REQUIRED WORK
In the entries below, how many lines hold the string "edges"? Give only the number.

:::

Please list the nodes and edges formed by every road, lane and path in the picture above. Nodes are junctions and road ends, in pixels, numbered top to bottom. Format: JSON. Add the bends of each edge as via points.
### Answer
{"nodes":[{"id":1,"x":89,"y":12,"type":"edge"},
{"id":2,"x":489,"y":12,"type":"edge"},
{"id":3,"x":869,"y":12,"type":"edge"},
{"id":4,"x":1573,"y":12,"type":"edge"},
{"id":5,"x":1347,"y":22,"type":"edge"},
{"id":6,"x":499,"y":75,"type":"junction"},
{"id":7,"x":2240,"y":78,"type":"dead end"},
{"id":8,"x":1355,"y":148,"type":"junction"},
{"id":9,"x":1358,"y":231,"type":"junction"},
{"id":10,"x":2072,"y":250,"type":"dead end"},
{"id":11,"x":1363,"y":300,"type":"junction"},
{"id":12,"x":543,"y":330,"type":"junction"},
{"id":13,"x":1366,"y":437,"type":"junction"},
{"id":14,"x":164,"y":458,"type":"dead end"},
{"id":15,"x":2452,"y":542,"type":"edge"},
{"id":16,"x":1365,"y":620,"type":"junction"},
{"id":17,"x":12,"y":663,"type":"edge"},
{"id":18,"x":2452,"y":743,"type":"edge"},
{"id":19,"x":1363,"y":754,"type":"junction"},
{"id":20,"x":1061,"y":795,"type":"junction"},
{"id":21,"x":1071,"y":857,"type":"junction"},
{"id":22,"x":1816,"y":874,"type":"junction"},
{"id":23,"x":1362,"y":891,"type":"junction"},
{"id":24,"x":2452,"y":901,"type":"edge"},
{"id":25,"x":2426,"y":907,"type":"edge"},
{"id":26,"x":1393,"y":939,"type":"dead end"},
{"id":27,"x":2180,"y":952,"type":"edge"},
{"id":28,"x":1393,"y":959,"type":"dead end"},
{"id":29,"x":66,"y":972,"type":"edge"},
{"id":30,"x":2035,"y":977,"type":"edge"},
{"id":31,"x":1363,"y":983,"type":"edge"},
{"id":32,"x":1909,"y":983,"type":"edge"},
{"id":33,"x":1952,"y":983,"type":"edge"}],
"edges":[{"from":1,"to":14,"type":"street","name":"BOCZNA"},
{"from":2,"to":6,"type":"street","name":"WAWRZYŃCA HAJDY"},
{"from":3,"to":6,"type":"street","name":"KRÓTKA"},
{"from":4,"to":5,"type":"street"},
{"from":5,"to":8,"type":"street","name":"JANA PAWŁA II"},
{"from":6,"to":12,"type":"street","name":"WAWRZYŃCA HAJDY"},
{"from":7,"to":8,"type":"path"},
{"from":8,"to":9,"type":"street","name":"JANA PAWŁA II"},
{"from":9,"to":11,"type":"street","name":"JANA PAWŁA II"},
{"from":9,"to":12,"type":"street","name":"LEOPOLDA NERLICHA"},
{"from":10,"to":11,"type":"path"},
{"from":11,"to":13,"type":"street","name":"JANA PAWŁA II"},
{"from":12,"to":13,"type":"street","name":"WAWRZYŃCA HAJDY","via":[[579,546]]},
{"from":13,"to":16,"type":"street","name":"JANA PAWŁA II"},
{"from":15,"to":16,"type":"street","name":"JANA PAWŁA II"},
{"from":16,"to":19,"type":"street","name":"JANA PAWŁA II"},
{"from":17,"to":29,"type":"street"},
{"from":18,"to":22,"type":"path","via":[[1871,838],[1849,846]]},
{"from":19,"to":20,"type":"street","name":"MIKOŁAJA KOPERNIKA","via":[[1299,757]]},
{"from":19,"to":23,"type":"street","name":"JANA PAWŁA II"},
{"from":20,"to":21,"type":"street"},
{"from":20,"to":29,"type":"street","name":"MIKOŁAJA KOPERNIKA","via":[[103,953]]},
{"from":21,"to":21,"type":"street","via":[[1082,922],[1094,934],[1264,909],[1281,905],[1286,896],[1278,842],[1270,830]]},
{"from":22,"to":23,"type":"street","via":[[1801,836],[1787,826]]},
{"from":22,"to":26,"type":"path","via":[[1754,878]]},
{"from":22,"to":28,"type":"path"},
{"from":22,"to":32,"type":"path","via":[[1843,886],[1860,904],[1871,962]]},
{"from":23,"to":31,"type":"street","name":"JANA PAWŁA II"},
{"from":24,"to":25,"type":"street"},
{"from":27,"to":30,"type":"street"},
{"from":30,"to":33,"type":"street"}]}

:::

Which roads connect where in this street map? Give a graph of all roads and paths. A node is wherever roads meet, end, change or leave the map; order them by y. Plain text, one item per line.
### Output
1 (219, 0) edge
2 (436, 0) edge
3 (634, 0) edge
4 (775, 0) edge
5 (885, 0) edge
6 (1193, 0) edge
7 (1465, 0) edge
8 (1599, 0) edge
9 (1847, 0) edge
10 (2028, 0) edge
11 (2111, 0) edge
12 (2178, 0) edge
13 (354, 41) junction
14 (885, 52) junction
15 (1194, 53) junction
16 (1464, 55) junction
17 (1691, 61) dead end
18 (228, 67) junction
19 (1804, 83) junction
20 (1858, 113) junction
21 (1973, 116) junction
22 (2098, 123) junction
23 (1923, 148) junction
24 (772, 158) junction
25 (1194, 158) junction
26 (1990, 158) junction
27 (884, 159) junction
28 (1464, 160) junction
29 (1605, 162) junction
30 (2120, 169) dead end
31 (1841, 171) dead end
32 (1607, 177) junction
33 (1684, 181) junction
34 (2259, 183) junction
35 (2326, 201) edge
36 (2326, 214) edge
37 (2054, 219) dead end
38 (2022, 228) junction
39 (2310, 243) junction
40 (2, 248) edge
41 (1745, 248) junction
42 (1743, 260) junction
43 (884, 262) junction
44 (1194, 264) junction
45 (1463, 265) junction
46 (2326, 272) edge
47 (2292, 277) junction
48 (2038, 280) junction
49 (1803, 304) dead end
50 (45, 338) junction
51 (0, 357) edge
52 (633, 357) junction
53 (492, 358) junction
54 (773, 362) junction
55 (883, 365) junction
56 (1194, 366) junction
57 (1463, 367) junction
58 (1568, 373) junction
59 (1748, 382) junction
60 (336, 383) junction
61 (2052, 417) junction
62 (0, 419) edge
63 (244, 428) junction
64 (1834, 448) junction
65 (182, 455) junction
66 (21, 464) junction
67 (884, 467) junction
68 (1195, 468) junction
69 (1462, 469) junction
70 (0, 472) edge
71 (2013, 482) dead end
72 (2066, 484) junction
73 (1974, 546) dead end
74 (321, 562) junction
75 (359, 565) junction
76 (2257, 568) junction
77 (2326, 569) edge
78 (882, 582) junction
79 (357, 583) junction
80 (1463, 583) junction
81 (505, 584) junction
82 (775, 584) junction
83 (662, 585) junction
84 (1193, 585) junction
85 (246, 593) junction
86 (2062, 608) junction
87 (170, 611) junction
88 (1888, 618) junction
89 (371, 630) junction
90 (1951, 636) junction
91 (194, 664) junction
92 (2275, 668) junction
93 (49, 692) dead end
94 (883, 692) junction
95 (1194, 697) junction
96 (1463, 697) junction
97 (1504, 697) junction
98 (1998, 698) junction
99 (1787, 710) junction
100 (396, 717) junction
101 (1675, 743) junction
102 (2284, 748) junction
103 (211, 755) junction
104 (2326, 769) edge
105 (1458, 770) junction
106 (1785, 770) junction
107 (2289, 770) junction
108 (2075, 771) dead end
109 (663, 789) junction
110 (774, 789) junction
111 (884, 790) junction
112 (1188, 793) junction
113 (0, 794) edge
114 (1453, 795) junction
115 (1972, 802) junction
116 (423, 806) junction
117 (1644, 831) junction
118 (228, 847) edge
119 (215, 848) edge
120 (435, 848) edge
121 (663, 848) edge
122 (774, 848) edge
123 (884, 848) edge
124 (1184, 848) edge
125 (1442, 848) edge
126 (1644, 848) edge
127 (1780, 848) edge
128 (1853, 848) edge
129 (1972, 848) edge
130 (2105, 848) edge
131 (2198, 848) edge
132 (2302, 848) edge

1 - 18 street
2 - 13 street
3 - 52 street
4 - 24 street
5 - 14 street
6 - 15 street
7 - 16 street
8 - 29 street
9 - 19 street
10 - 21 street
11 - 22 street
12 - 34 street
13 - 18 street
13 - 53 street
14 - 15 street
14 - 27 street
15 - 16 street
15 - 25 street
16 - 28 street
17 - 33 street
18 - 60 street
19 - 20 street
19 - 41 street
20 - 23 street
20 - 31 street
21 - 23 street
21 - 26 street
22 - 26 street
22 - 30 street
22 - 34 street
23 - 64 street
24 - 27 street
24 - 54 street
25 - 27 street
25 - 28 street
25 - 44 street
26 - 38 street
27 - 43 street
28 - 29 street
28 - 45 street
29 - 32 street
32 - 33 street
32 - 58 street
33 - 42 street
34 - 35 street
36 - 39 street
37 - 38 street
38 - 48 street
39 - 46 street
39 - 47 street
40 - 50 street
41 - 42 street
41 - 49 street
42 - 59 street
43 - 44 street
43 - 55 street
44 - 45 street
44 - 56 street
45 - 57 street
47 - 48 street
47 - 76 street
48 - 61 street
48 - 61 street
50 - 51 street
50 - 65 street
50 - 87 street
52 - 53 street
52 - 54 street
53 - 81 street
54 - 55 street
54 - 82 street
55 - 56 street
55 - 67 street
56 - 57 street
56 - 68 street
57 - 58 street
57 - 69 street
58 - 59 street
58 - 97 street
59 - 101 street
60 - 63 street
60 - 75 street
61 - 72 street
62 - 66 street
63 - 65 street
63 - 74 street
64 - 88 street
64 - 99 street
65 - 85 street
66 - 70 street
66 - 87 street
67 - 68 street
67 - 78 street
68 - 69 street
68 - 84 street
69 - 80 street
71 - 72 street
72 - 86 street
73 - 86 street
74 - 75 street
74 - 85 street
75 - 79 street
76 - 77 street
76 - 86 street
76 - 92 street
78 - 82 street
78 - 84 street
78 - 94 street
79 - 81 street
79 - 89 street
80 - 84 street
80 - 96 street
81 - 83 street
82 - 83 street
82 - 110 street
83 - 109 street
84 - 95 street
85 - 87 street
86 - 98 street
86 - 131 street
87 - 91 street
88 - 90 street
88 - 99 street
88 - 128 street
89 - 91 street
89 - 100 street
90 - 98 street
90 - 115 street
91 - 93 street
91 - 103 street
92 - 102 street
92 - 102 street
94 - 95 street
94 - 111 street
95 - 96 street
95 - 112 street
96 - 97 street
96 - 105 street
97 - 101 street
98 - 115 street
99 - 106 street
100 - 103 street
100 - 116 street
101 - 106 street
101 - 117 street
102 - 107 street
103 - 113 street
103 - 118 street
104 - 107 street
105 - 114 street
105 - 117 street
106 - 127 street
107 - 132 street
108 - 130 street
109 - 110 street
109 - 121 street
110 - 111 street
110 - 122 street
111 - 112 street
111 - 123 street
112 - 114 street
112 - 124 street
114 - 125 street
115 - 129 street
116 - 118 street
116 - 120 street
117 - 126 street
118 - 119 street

:::

RESPONSE TO THIS TASK
2